Mereka sangat paham, bahwa masyarakat negeri ini masih suka baca judul dan tidak peduli isi. Berpolemik asal dikaitkan dengan agama, langsung meradang dan merasa benar. Ini masalah yang susah tuntas, karena keadaan enak dan nyaman bagi banyak pihak, termasuk pemuka agamanya yang sudah seharusnya meredam dan memelekkan pemikiran jemaatnya.
Literasi digital yang dikehendaki Johnny Plate selaku Menkominfo bisa kandas, jika mereka dibiarkan terus demikian. Apalagi mencampuradukan terminologi politik dan agama. Tindakan serba repot, karena pada sisi lain, mereka akan menggoreng dengan isu antiagama tertentu ketika mereka terkena tindakan tegas.
Simalakama menghadapi kelompok ini. Tegas katanya otoriter, dilembutin ngelunjak. Jagad digital suka atau tidak dikuasai mereka. Meskipun pada faktualisasinya tidak sama.

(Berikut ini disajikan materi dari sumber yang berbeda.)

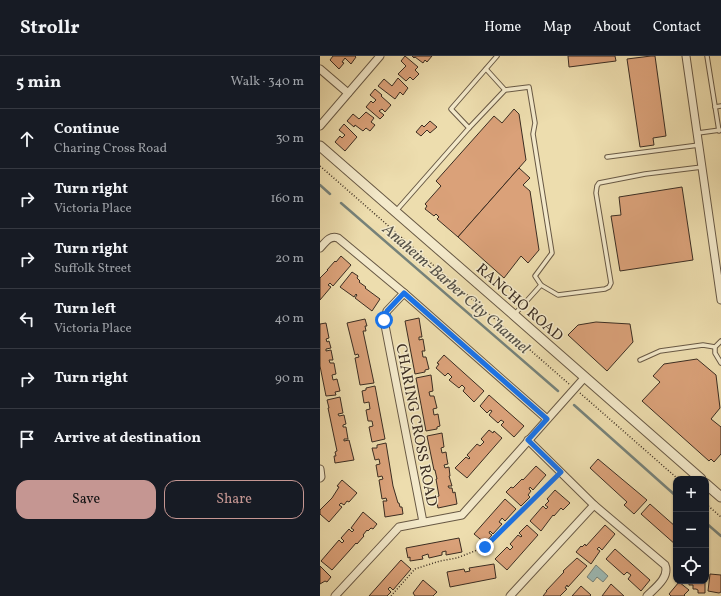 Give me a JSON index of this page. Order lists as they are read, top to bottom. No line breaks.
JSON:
{"streets":{"street":["RANCHO ROAD","CHARING CROSS ROAD"]},"water":["Anaheim-Barber City Channel"],"page":{"header":"Strollr","nav":["Home","Map","About","Contact"],"heading":["5 min","Walk · 340 m"],"list":[["Continue","Charing Cross Road","30 m"],["Turn right","Victoria Place","160 m"],["Turn right","Suffolk Street","20 m"],["Turn left","Victoria Place","40 m"],["Turn right","90 m"],"Arrive at destination"],"buttons":["Save","Share"],"map_buttons":["+","−"]}} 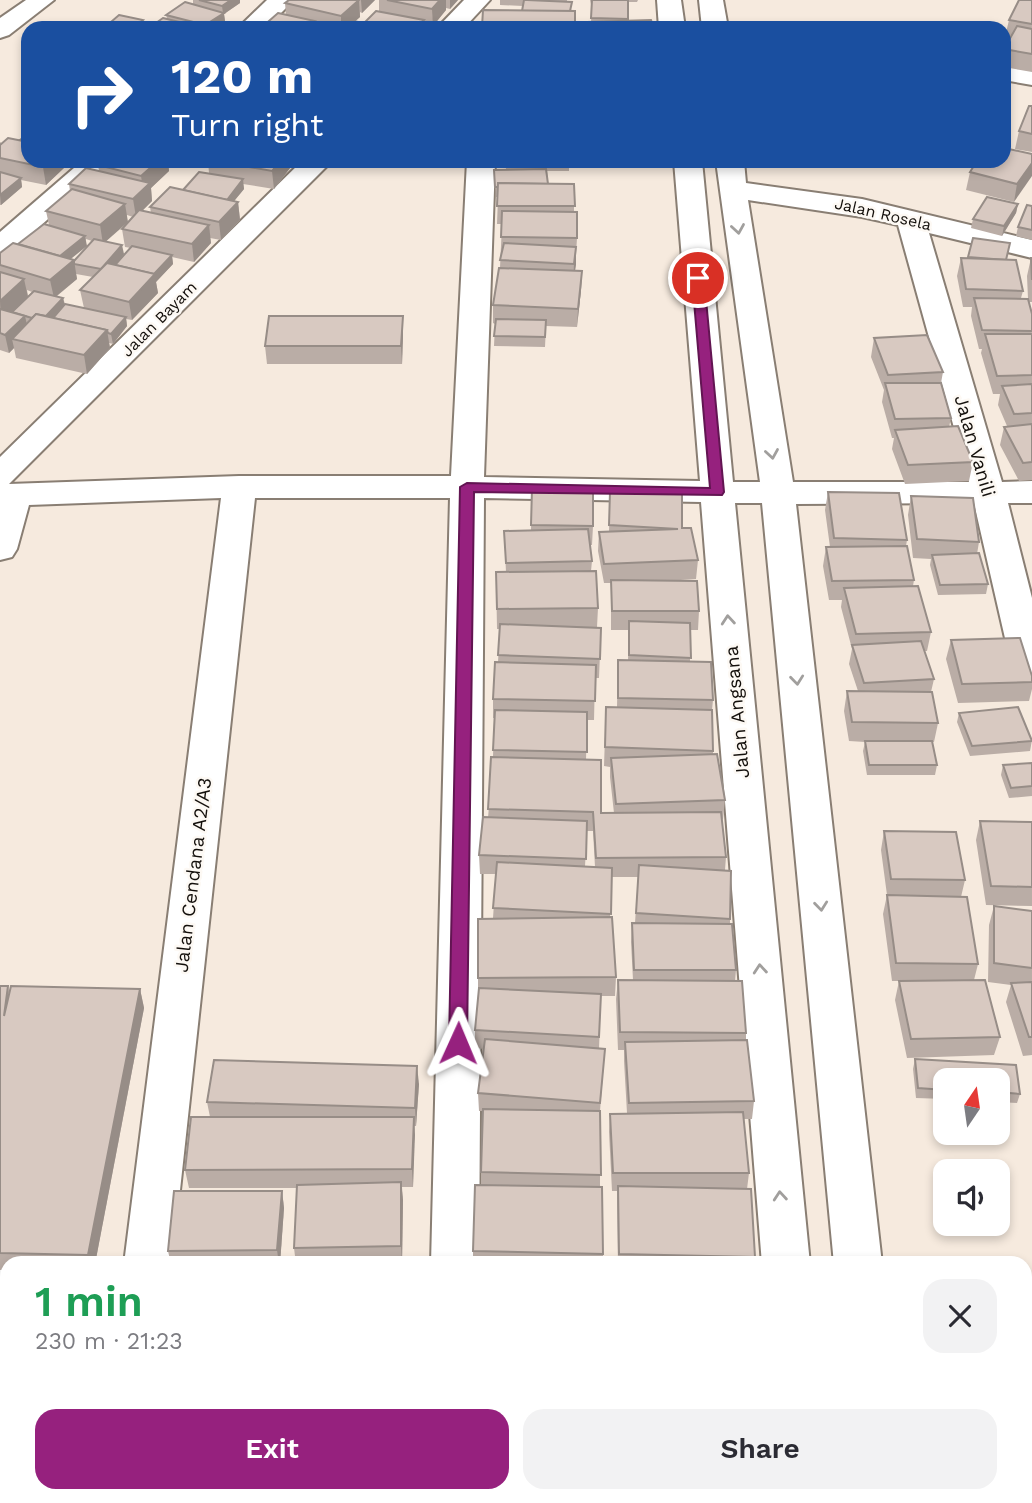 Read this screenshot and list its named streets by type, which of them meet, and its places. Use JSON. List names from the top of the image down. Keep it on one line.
{"streets":{"street":["Jalan Rosela","Jalan Bayam","Jalan Vanili","Jalan Angsana","Jalan Cendana A2/A3"]},"crossings":[["Jalan Rosela","Jalan Vanili"]],"north":"top","page":{"turn":["120 m","Turn right"],"heading":["1 min","230 m · 21:23"],"buttons":["Exit","Share"]}} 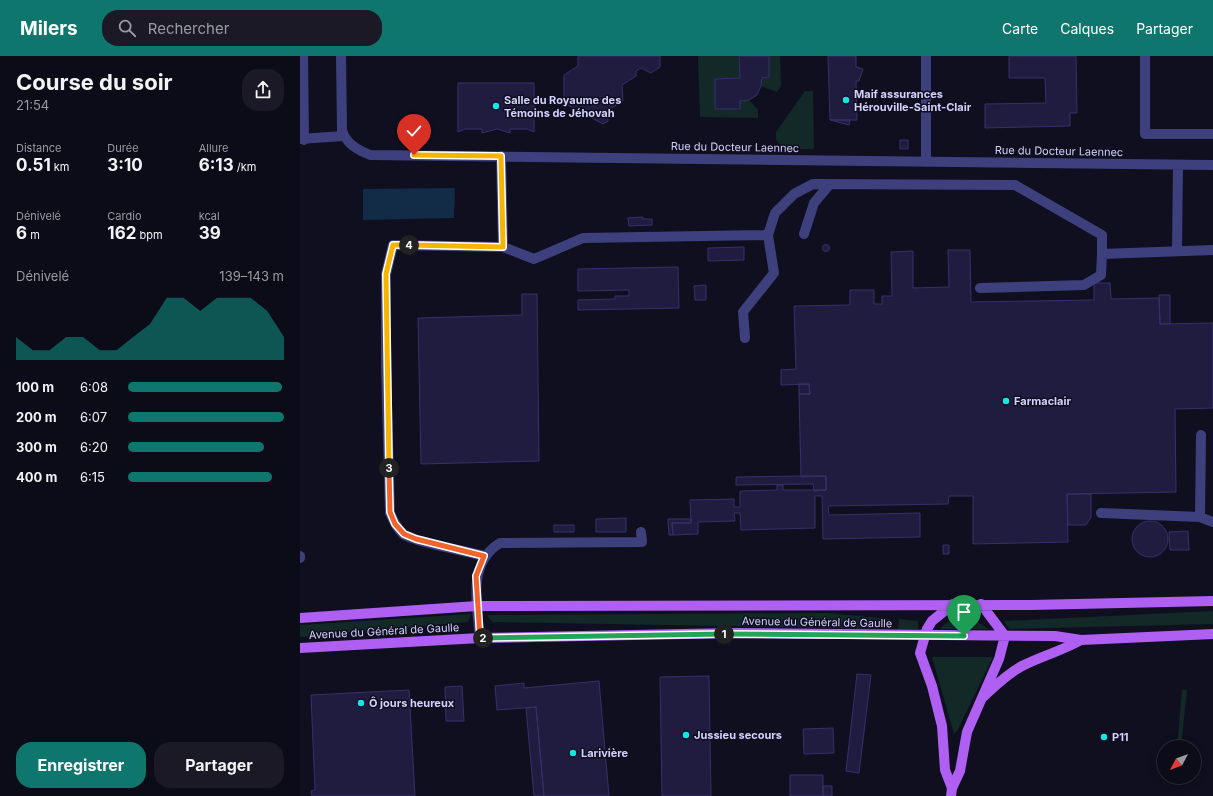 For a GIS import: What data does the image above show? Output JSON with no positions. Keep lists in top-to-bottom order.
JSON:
{
  "streets": {
    "main road": ["Avenue du Général de Gaulle"],
    "street": ["Rue du Docteur Laennec"]
  },
  "places": [
    "Maif assurances Hérouville-Saint-Clair",
    "Salle du Royaume des Témoins de Jéhovah",
    "Farmaclair",
    "Ô jours heureux",
    "Jussieu secours",
    "P11",
    "Larivière"
  ],
  "north": "bottom left",
  "page": {
    "header": "Milers",
    "search": "Rechercher",
    "nav": ["Carte", "Calques", "Partager"],
    "heading": ["Course du soir", "21:54"],
    "stats": [
      ["Distance", "0.51 km"],
      ["Durée", "3:10"],
      ["Allure", "6:13 /km"],
      ["Dénivelé", "6 m"],
      ["Cardio", "162 bpm"],
      ["kcal", "39"]
    ],
    "pins": [
      "4",
      "3",
      "1",
      "2"
    ],
    "chart": ["Dénivelé", "139–143 m"],
    "list": [
      {
        "name": "100 m",
        "note": "6:08"
      },
      {
        "name": "200 m",
        "note": "6:07"
      },
      {
        "name": "300 m",
        "note": "6:20"
      },
      {
        "name": "400 m",
        "note": "6:15"
      }
    ],
    "buttons": ["Enregistrer", "Partager"]
  }
}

Konkret pemilu 2019, suara riuh rendah di sosmed dan dunia digital tidak sama dengan kenyataan waktu pencoblosan.
Kominfo memang sudah bertindak banyak untuk mengatasi masalah-masalah ini. Terorisme dan  pornoaksi sudah bagus. Sayang memang di ranah kebencian ini menjadi lemah. Sangat mungkin karena kepentingan dan juga bersinggungan dengan agama. Apalagi pelakunya banyak dengan label agama yang sangat sensitif.
Sayang sekali gelaran DEWG sebagai salah satu rangkaian acara G20 kalah gaungnya. Johnny Plate dalam pembukaan ajang DEWG pada 15 Maret 22 mengatakan prasyarat tramnsformasi digital merupakan hal penting bagi bangsa ini. Â Acara yang akan berlangsung cukup panjang, hingga September ini sebenarnya panggung bagi bangsa Indonesia untuk sejajar dengan negara mau di dunia.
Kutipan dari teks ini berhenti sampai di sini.